=== Aim of the exercise ===
Every line below that contains "absolute" is to be copied.

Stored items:
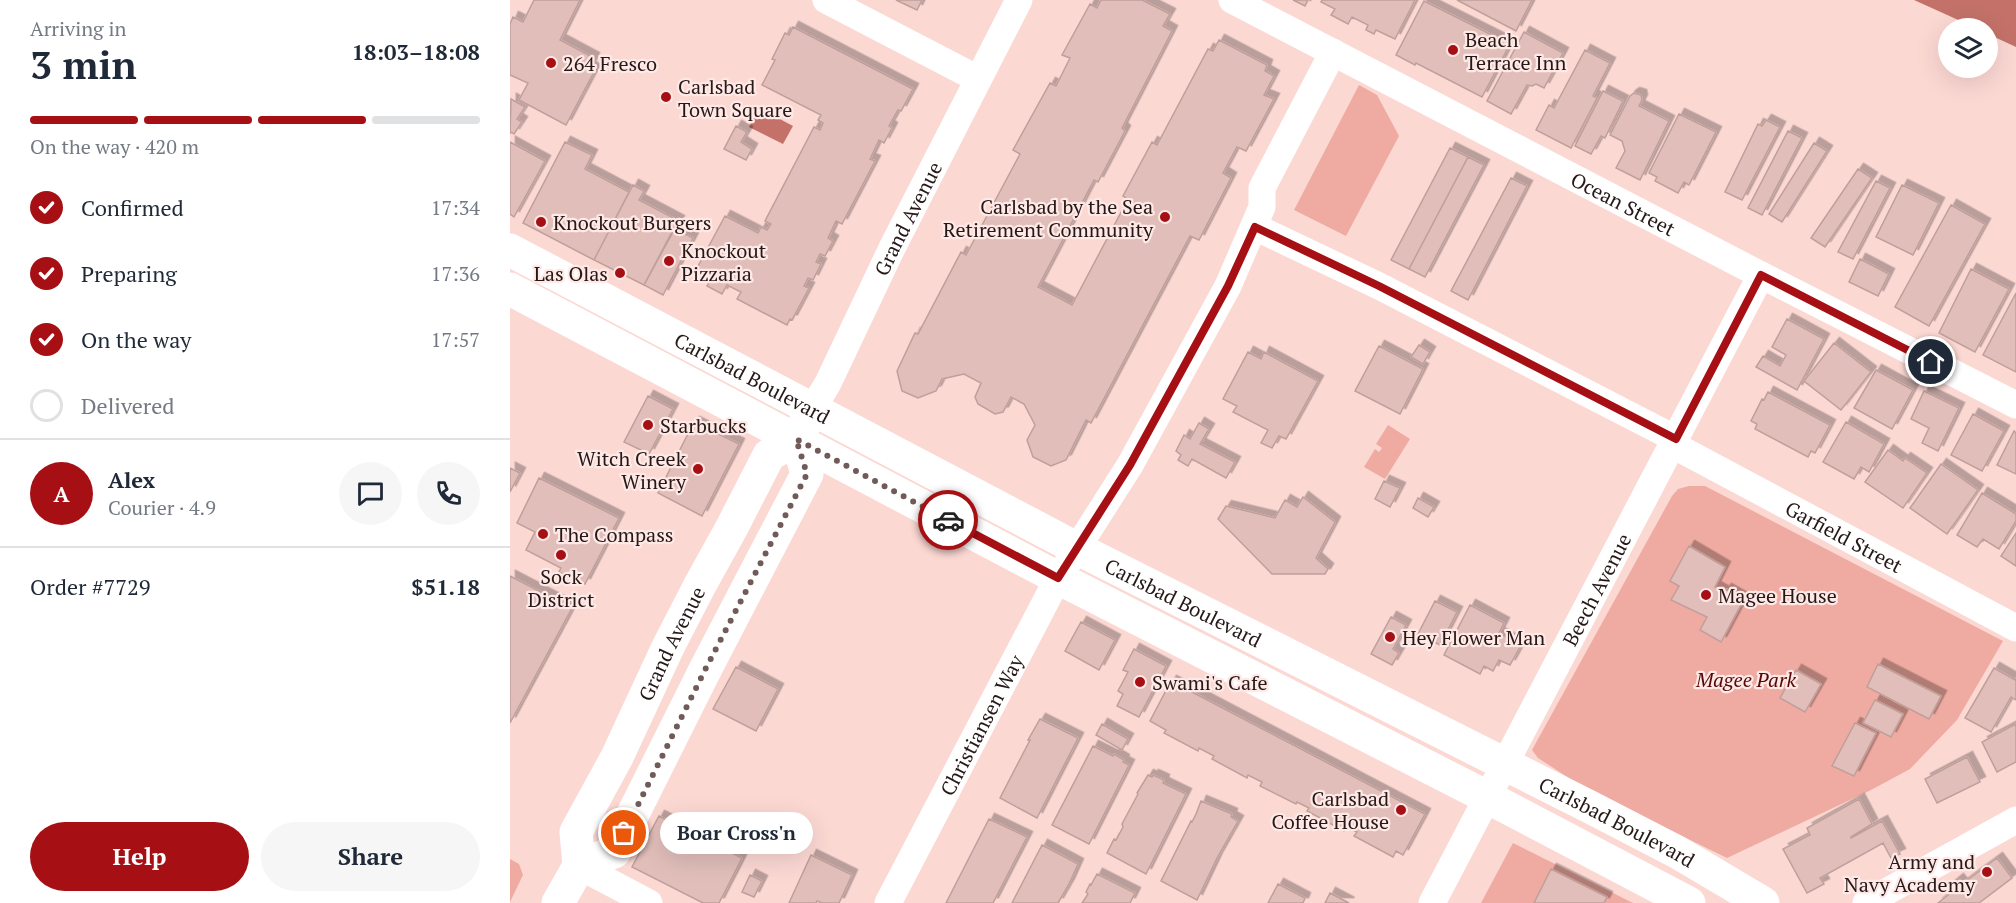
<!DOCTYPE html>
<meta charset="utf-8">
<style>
:root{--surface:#fff;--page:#f6f6f7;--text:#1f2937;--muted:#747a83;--line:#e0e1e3;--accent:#a61015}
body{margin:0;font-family:"PT Serif",serif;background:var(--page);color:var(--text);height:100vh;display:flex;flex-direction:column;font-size:22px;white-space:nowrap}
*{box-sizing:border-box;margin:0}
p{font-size:20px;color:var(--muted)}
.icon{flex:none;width:33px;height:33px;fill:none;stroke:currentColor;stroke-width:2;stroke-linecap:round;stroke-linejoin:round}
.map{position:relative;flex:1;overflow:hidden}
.sheet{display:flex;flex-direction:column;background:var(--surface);width:510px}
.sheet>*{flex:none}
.tools{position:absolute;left:1428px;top:18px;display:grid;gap:12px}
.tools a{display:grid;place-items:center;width:60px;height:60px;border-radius:50%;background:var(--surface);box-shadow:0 6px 24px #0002;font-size:30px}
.pin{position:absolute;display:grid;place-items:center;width:51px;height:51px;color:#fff;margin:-26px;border:3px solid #fff;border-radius:50%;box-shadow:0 2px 6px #0007}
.courier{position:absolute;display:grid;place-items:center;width:60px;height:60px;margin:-30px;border:4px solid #a61015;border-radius:50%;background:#fff;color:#222;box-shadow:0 2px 8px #0007}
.bubble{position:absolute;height:42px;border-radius:21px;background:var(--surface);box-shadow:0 6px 24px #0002;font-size:20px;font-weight:700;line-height:42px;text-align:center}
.overview em{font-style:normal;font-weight:700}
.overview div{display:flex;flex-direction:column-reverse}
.overview{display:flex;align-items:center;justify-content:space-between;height:102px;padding:0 30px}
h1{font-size:39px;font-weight:700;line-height:45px}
.bar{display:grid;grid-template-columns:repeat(4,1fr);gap:9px 6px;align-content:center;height:72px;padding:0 30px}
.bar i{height:8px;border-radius:4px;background:var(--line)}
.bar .current{background:var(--accent)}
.bar p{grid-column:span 4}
.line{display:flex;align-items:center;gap:15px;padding:0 30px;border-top:2px solid var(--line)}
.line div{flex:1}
.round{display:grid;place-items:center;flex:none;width:63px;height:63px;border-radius:32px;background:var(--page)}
ol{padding:0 30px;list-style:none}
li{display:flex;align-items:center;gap:18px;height:66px}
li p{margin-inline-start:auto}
li .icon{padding:6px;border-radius:50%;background:var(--accent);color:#fff;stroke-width:4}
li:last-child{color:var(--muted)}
li i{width:33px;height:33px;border:3px solid var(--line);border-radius:50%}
.button{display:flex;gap:12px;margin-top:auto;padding:12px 30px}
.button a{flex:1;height:69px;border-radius:36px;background:var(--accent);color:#fff;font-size:24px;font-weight:700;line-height:69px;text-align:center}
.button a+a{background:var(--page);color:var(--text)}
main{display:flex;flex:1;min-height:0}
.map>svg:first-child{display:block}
</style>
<main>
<section class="sheet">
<div class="overview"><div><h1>3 min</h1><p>Arriving in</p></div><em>18:03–18:08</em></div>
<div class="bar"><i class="current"></i><i class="current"></i><i class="current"></i><i></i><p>On the way · 420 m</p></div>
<ol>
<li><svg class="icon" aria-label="check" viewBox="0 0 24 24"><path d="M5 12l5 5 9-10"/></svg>Confirmed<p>17:34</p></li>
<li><svg class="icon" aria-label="check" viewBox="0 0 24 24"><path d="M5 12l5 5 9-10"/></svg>Preparing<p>17:36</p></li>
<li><svg class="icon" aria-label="check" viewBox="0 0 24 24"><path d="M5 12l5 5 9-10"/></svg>On the way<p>17:57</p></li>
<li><i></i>Delivered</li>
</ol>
<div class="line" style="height:108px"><b class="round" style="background:var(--accent);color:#fff">A</b><div><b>Alex</b><p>Courier · 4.9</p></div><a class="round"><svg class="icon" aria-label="chat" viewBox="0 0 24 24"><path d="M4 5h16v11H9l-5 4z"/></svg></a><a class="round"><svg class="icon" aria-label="phone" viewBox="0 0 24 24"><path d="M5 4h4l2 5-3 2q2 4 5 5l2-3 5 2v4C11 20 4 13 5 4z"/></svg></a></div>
<div class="line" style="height:78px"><div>Order #7729</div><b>$51.18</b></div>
<div class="button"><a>Help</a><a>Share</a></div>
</section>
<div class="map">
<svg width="1506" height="903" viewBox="0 0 1506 903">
<defs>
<filter id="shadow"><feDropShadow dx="5.5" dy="-5.5" stdDeviation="0" flood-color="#0004"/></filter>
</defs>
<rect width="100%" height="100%" fill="#fcd8d3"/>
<path fill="#efaaa1" d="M849,85L867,95L889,136L836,236L784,210Z
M878,425L900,439L875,479L854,467L865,449L869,452L872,448L866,444Z
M1179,486H1195L1493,641L1447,720L1400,769L1361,790L1217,858L1076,789L1028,758L1022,750L1162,496L1168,489Z
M1003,843L1123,903H971Z
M0,859L9,864L13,875L0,902Z"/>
<path fill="#c47269" d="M1404,0H1506V47L1478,34V28H1466Z
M249,108L283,126L273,144L239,127Z"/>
<path fill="#e1beba" stroke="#c09f9a" stroke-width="1.5" filter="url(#shadow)" d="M24,0H70L50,40L84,58L80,67L85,70L56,125L9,100L18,83L0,75V24L3,17L13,22Z
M386,0H412L407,10Z
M591,0H632L660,14L653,26L662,31L612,128L615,131L588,182L584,180L528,287L562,305L618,199L613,196L642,142L647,145L698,49L703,51L709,40L757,65L755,71L764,76L754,95L764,99L736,151L727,147L713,173L721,178L689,240L680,236L581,423L576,420L556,460L541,466L523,457L517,440L525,425L514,404L501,397L493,412L485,414L468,404L465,397L471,383L454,374L432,379L426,391L408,398L392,391L387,371L405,333L408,334L451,252L456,255L510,154L503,150L540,83L546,86L560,58L552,55L580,4L587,8Z
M783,0H798L795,6Z
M812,0H905L885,39L866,30L864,34L856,30L858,25L842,17L838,24L821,15L825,9L811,2Z
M947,0H1022L1006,31Z
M914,1L1000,44L972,97L906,63L905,65L886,55Z
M283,27L403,89L391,111L388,110L379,126L382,128L374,143L369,140L360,159L365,161L332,224L326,221L318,238L323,241L315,256L310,254L306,262L311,264L303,280L298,278L294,286L299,288L282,320L280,319L277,325L227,299L231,292L217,285L212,294L197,286L202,277L186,270L215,216L248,233L251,227L257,230L261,224L255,221L304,127L310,130L313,123L308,120L311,115L252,85L265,60L262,59L275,33L279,35Z
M1014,32L1053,53L1034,88L1026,84L1022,86L1017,85L1001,114L977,101Z
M1075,50L1100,63L1083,96L1087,98L1061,148L1026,130L1039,105L1044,108Z
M1093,91L1113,101L1095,138L1091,136L1081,154L1065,146Z
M1124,93L1131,95L1132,100L1129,106L1159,121L1130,180L1106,168L1115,151L1112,141L1100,135L1120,96Z
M1,99L15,107L7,119L12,122L4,134L1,132L0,134Z
M1169,114L1206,132L1179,185L1174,182L1168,193L1145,181L1147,177L1139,173Z
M1256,120L1270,127L1232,200L1215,192L1248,124L1252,126Z
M226,126L237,132L231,142L242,149L236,160L214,149Z
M1278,131L1292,138L1252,215L1238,208Z
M0,142L35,161L4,217L0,214Z
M55,142L82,155L75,169L119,192L84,260L13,223Z
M1304,143L1317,151L1272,222L1259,214Z
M940,148L958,157L899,269L881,260Z
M958,157L974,165L915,277L899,269Z
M1348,169L1362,178L1315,247L1301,238Z
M1001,178L1017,186L958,300L941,291Z
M1366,181L1380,188L1343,259L1328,252Z
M123,185L134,191L129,200L169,221L134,285L84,260Z
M1392,185L1429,203L1403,255L1366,237Z
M1441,205L1475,224L1419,326L1385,307Z
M164,228L183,238L153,295L134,285Z
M1350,259L1379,274L1368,296L1339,282Z
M1461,269L1499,289L1465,352L1429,333Z
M1506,293V372L1473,355Z
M1277,319L1314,339L1287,390L1246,367L1253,356L1270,366L1276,355L1262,347Z
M1324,343L1361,372L1331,410L1294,381Z
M909,345L920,352L913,364L901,357Z
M869,346L913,369L890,414L845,391Z
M738,352L751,359L754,352L808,381L776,439L769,436L762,448L751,443L758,430L723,412L727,406L713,399Z
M1366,370L1403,390L1382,429L1344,408Z
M1414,391L1449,408L1428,451L1412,443L1419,428L1401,419Z
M1258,392L1320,425L1305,453L1301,451L1298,457L1245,429L1247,424L1241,421L1252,399L1254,400Z
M138,396L163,409L139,454L114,442Z
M1463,414L1494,431L1472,471L1441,455Z
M184,422L229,444L192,516L148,493Z
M1336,422L1374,444L1359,472L1351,467L1344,479L1313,462Z
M689,423L699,429L690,444L725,462L716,478L682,459L678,466L668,460L671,455L666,451L674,435L680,439Z
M1504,431L1506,433V474L1487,465Z
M1378,450L1393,461L1395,458L1417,473L1393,508L1355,482Z
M1431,464L1468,490L1437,534L1400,508Z
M0,468L10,473L0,492Z
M29,478L109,518L75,584L49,572L51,568L16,550L25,532L7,523Z
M874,481L890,488L880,507L865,499Z
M1472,493L1506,514V521L1489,549L1473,539L1467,547L1447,535Z
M793,497L825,522L806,558L818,569L815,574H762L708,519L716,506L765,518L775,500L787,507Z
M908,498L924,507L918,517L903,508Z
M1506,533V566L1491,556Z
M1179,546L1215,567L1205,587L1214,592L1216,589L1234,599L1211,642L1190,630L1197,617L1161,600L1169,586L1160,581Z
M0,576L62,608L0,723Z
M925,601L947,612L930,645L908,634Z
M960,605L994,623L989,633L1011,645L1000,665L989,660L983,671L974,666L970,674L934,655Z
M881,617L896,625L883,649L889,653L882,665L861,654Z
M571,622L605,640L589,670L555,651Z
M624,649L656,666L629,717L607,706L613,694L608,691L618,672L613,670Z
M1368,664L1431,696L1419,719L1357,687Z
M226,667L268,689L246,731L203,709Z
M1484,668L1505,680L1506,678V700L1501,697L1481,732L1455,718Z
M1286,670L1311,684L1295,712L1270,698Z
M661,681L915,814L893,855L886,851L883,857L844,836L847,832L836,827L834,831L797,811L799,808L787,802L786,804L750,786L752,782L738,775L737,778L702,759L704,756L689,748L688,751L654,733L656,730L640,721Z
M1365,700L1393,714L1381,737L1353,723Z
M530,719L568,738L527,818L490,798L520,740H518Z
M1345,723L1366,733L1344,776L1322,766Z
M592,724L618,739L612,750L586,735Z
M1506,724V762L1487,772L1472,742Z
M583,746L603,756L604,754L614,760L613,762L619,765L579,844L542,825Z
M1457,757L1470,782L1427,803L1415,779Z
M638,775L642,777L643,775L654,780L653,783L676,794L636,874L597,853L604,839L606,840L613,827L612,824L628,794L627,793Z
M1349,799L1362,824L1341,837V838L1372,821L1390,854L1381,858L1373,843L1310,878L1314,884L1297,893L1273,849L1300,835L1297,828Z
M691,801L722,814L721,817L728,821L707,858L687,900L651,881L681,821L682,822L686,814Z
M149,816L232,858L209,903H193L122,867Z
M479,819L517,837L483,903H436Z
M532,845L568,864L559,884L548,903H502Z
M301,855L342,875L329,903H312L307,901L306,903H279Z
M1487,858L1502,878L1469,903H1428L1442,892L1438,887L1448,879L1452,884Z
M1041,869L1097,897L1094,903H1024Z
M587,874L625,893L620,903H572L578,894L576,892L580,884L581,885Z
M240,875L252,881L244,897L232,892Z
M768,884L795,898L793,903H758Z
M820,893L839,903H815Z"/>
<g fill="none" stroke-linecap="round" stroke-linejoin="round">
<g stroke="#fff" stroke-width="27">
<path d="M316,0L468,79"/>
<path id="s1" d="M722,0L1251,275L1506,405"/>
<path d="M745,227L869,286L1166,439"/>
<path id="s2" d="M303,408L318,383L382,248L509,0"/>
<path id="s3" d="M1163,445L1506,628"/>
<path d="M69,866L139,903"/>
<path id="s4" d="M378,903L548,578L620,465L718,286L752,207V188L823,52"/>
<path id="s5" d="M922,903L1251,275"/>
<path d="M1356,903L1506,820"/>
</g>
<g stroke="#fff" stroke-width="33">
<path id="s6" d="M0,250L568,549L1080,807L1167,852L1253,903"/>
<path d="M0,289L548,578L977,797L1179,903"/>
<path d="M69,866L104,852L196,668L297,474L287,439"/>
<path id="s7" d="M48,903L69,866L66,832L107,757L158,647L190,585L221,529L259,455L287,439L295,423"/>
</g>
</g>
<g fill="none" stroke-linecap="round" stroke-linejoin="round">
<path stroke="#705b59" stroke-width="6" stroke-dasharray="0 10.8" d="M114,833L196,668L297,474L286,439L438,520"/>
<path stroke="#a61015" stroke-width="8" d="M438,520L548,578L620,465L718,286L745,227L869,286L1166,439L1251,275L1421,362"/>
</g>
<g fill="#a61015" stroke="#ffe9e6" stroke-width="2">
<circle cx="943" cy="50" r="6"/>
<circle cx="41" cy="63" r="6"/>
<circle cx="156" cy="97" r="6"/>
<circle cx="655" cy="217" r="6"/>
<circle cx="31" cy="222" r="6"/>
<circle cx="159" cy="261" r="6"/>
<circle cx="110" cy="273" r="6"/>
<circle cx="138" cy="425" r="6"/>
<circle cx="188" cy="469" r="6"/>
<circle cx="33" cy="534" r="6"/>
<circle cx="51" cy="555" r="6"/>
<circle cx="1196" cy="595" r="6"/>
<circle cx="880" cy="637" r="6"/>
<circle cx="630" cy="682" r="6"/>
<circle cx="891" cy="810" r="6"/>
<circle cx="1477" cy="872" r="6"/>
</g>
<g text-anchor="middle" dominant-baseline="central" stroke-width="4.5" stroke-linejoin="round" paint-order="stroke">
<g font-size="20" fill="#251817" stroke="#ffe9e6" text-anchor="start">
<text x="955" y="39">Beach<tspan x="955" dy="23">Terrace Inn</tspan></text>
<text x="53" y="63">264 Fresco</text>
<text x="168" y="86">Carlsbad<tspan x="168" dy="23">Town Square</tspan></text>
<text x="643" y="206" text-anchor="end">Carlsbad by the Sea<tspan x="643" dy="23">Retirement Community</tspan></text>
<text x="43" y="222">Knockout Burgers</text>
<text x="171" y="250">Knockout<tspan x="171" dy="23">Pizzaria</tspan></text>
<text x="98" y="273" text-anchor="end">Las Olas</text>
<text x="150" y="425">Starbucks</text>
<text x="176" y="458" text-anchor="end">Witch Creek<tspan x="176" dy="23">Winery</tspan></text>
<text x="45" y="534">The Compass</text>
<text x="51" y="576" text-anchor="middle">Sock<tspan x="51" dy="23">District</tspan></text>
<text x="1208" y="595">Magee House</text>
<text x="892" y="637">Hey Flower Man</text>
<text x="642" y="682">Swami's Cafe</text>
<text x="879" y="798" text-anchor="end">Carlsbad<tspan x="879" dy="23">Coffee House</tspan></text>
<text x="1465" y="861" text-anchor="end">Army and<tspan x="1465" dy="23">Navy Academy</tspan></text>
</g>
<g font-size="20" fill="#251817" stroke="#ffe9e6">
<text stroke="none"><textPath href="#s1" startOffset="441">Ocean Street</textPath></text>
<text stroke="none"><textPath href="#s2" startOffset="212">Grand Avenue</textPath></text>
<text stroke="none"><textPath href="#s6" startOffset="274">Carlsbad Boulevard</textPath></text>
<text stroke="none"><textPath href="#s3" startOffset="194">Garfield Street</textPath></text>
<text stroke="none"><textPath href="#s5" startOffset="354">Beech Avenue</textPath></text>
<text stroke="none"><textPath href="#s6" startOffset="760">Carlsbad Boulevard</textPath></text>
<text stroke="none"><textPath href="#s7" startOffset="288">Grand Avenue</textPath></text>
<text stroke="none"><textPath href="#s4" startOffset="201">Christiansen Way</textPath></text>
<text stroke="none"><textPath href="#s6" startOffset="1246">Carlsbad Boulevard</textPath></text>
</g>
<g font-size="20" font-style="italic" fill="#550808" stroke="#ffe9e6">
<text x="1236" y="679">Magee Park</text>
</g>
</g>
</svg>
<div class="tools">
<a><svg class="icon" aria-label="layers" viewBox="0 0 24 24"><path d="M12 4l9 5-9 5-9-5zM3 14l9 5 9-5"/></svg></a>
</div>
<div class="pin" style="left:114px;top:833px;background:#ea580c"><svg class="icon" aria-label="bag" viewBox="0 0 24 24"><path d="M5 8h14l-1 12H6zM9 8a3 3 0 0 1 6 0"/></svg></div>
<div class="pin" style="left:1421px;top:362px;background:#1f2937"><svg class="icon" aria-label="home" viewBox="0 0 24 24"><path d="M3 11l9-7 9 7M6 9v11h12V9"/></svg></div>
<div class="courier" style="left:438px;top:520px"><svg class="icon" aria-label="car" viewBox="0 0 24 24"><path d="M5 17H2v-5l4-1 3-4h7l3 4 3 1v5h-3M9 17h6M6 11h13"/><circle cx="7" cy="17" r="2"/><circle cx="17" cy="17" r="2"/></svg></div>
<div class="bubble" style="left:150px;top:812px;width:153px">Boar Cross'n</div>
</div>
</main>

=== The answer ===
.tools{position:absolute;left:1428px;top:18px;display:grid;gap:12px}
.pin{position:absolute;display:grid;place-items:center;width:51px;height:51px;color:#fff;margin:-26px;border:3px solid #fff;border-radius:50%;box-shadow:0 2px 6px #0007}
.courier{position:absolute;display:grid;place-items:center;width:60px;height:60px;margin:-30px;border:4px solid #a61015;border-radius:50%;background:#fff;color:#222;box-shadow:0 2px 8px #0007}
.bubble{position:absolute;height:42px;border-radius:21px;background:var(--surface);box-shadow:0 6px 24px #0002;font-size:20px;font-weight:700;line-height:42px;text-align:center}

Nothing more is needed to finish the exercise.